Will you output the entries below exactly, skipping every image they contain?

(DATA RECORDS begins)

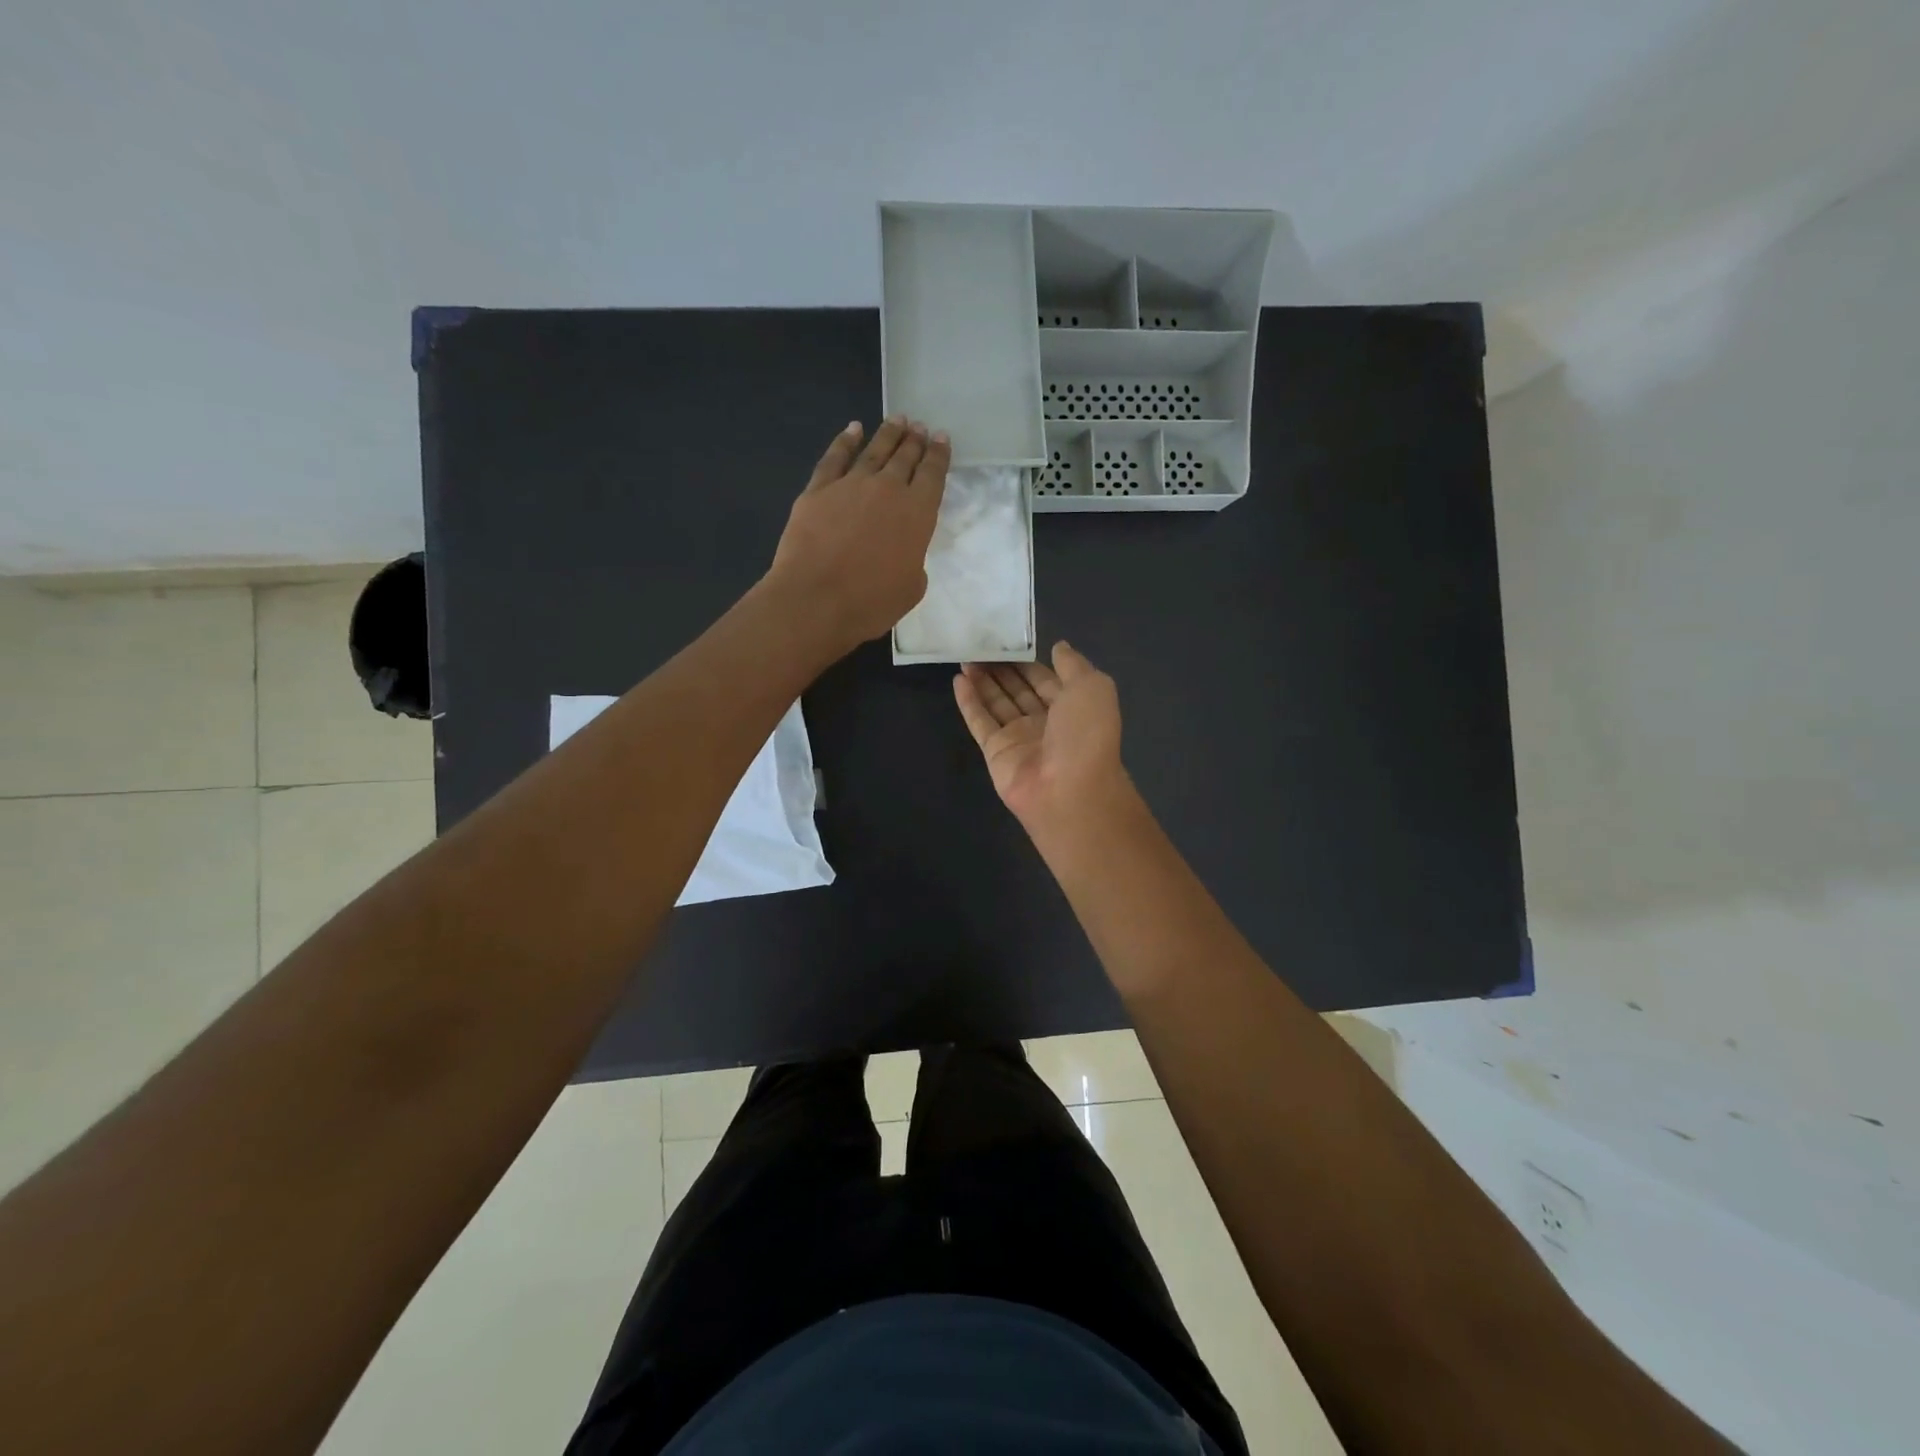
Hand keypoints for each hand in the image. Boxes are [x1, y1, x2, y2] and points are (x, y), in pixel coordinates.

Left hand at [764, 416, 949, 653]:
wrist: (816, 599)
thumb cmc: (871, 602)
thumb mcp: (911, 588)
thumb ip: (913, 560)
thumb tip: (903, 550)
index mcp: (918, 513)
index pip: (933, 474)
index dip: (938, 454)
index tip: (941, 438)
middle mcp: (888, 489)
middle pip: (905, 457)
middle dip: (914, 440)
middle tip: (919, 427)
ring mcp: (850, 485)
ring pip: (874, 450)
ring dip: (888, 434)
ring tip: (897, 420)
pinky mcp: (818, 490)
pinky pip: (834, 458)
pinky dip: (845, 441)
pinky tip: (852, 429)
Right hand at [953, 644, 1135, 837]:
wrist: (1069, 789)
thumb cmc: (1085, 734)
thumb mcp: (1092, 687)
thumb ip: (1073, 665)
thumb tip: (1058, 647)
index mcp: (1072, 708)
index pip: (1046, 680)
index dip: (1028, 661)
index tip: (1008, 640)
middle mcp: (1045, 723)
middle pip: (1019, 690)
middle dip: (1002, 669)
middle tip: (980, 644)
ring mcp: (1019, 738)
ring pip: (997, 703)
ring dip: (983, 681)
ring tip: (965, 656)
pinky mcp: (995, 752)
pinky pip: (980, 722)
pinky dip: (968, 701)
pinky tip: (957, 679)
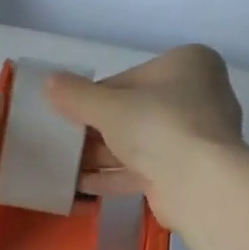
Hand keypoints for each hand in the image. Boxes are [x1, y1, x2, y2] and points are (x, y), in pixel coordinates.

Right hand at [44, 45, 243, 231]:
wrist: (199, 183)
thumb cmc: (157, 126)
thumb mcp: (107, 106)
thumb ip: (76, 95)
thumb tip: (49, 83)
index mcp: (188, 64)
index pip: (128, 79)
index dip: (94, 98)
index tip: (69, 114)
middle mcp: (198, 96)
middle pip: (134, 111)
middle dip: (97, 131)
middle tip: (64, 142)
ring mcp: (196, 137)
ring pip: (139, 143)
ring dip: (101, 156)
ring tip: (66, 167)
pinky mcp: (189, 171)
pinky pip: (145, 168)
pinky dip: (115, 175)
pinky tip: (82, 185)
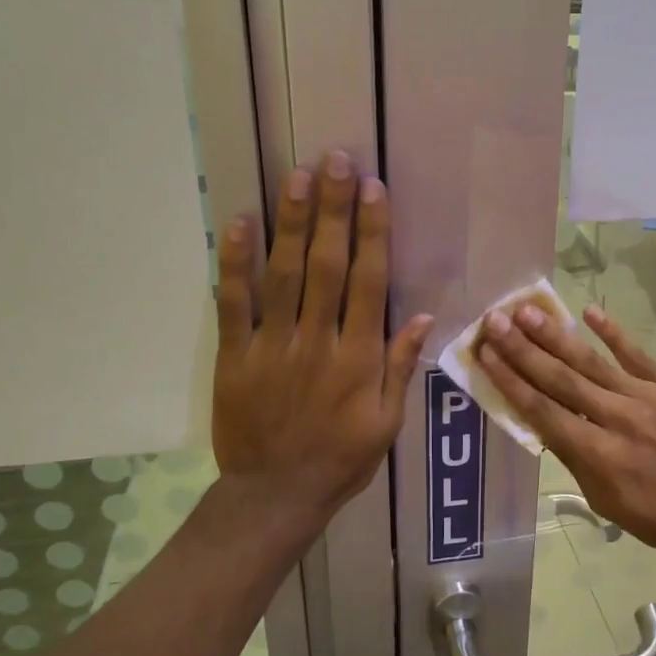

(DATA RECORDS ends)

EXERCISE OUTPUT:
Hand keypoints for each hand in the image. Boxes are [x1, y1, x2, y2] and points are (x, y), in pixel coordinates.

Left hand at [764, 416, 949, 653]:
wrist: (816, 599)
thumb cmc: (871, 602)
thumb mcp: (911, 588)
thumb ip: (913, 560)
thumb tip: (903, 550)
index mcp: (918, 513)
index pip: (933, 474)
index dip: (938, 454)
index tip: (941, 438)
middle mcp: (888, 489)
middle pip: (905, 457)
middle dip: (914, 440)
middle tip: (919, 427)
ring mcp: (850, 485)
ring pip: (874, 450)
ring dip: (888, 434)
ring tip: (897, 420)
pinky mcp: (818, 490)
pinky pip: (834, 458)
pinky dip: (845, 441)
pinky tip: (852, 429)
Right hand at [953, 644, 1135, 837]:
wrist: (1069, 789)
thumb cmc: (1085, 734)
thumb mcp: (1092, 687)
thumb ip: (1073, 665)
thumb tip: (1058, 647)
index mcp: (1072, 708)
index pip: (1046, 680)
index dip: (1028, 661)
index tip: (1008, 640)
middle mcp: (1045, 723)
middle pip: (1019, 690)
middle dip: (1002, 669)
middle tip: (980, 644)
ring mcp: (1019, 738)
ring pip: (997, 703)
ring dip: (983, 681)
ring tip: (965, 656)
pinky mcp: (995, 752)
pinky pip: (980, 722)
pinky dip: (968, 701)
pinky tip: (957, 679)
Hand keypoints for each hand in the image. Boxes are [x1, y1, x2, y2] and points are (x, y), in pixel coordinates.

Right hand at [44, 45, 243, 231]:
wrist: (199, 183)
thumb cmc: (157, 126)
thumb mcp: (107, 106)
thumb ip: (76, 95)
thumb tip: (49, 83)
index mcp: (188, 64)
index pip: (128, 79)
index dip: (94, 98)
index tip: (69, 114)
middle mcp: (198, 96)
middle pip: (134, 111)
middle dip: (97, 131)
middle tip: (64, 142)
ring mcp: (196, 137)
ring pip: (139, 143)
ring dip: (101, 156)
ring tip: (66, 167)
pinky mcp: (189, 171)
pinky pip: (145, 168)
pinky dip: (115, 175)
pinky tip: (82, 185)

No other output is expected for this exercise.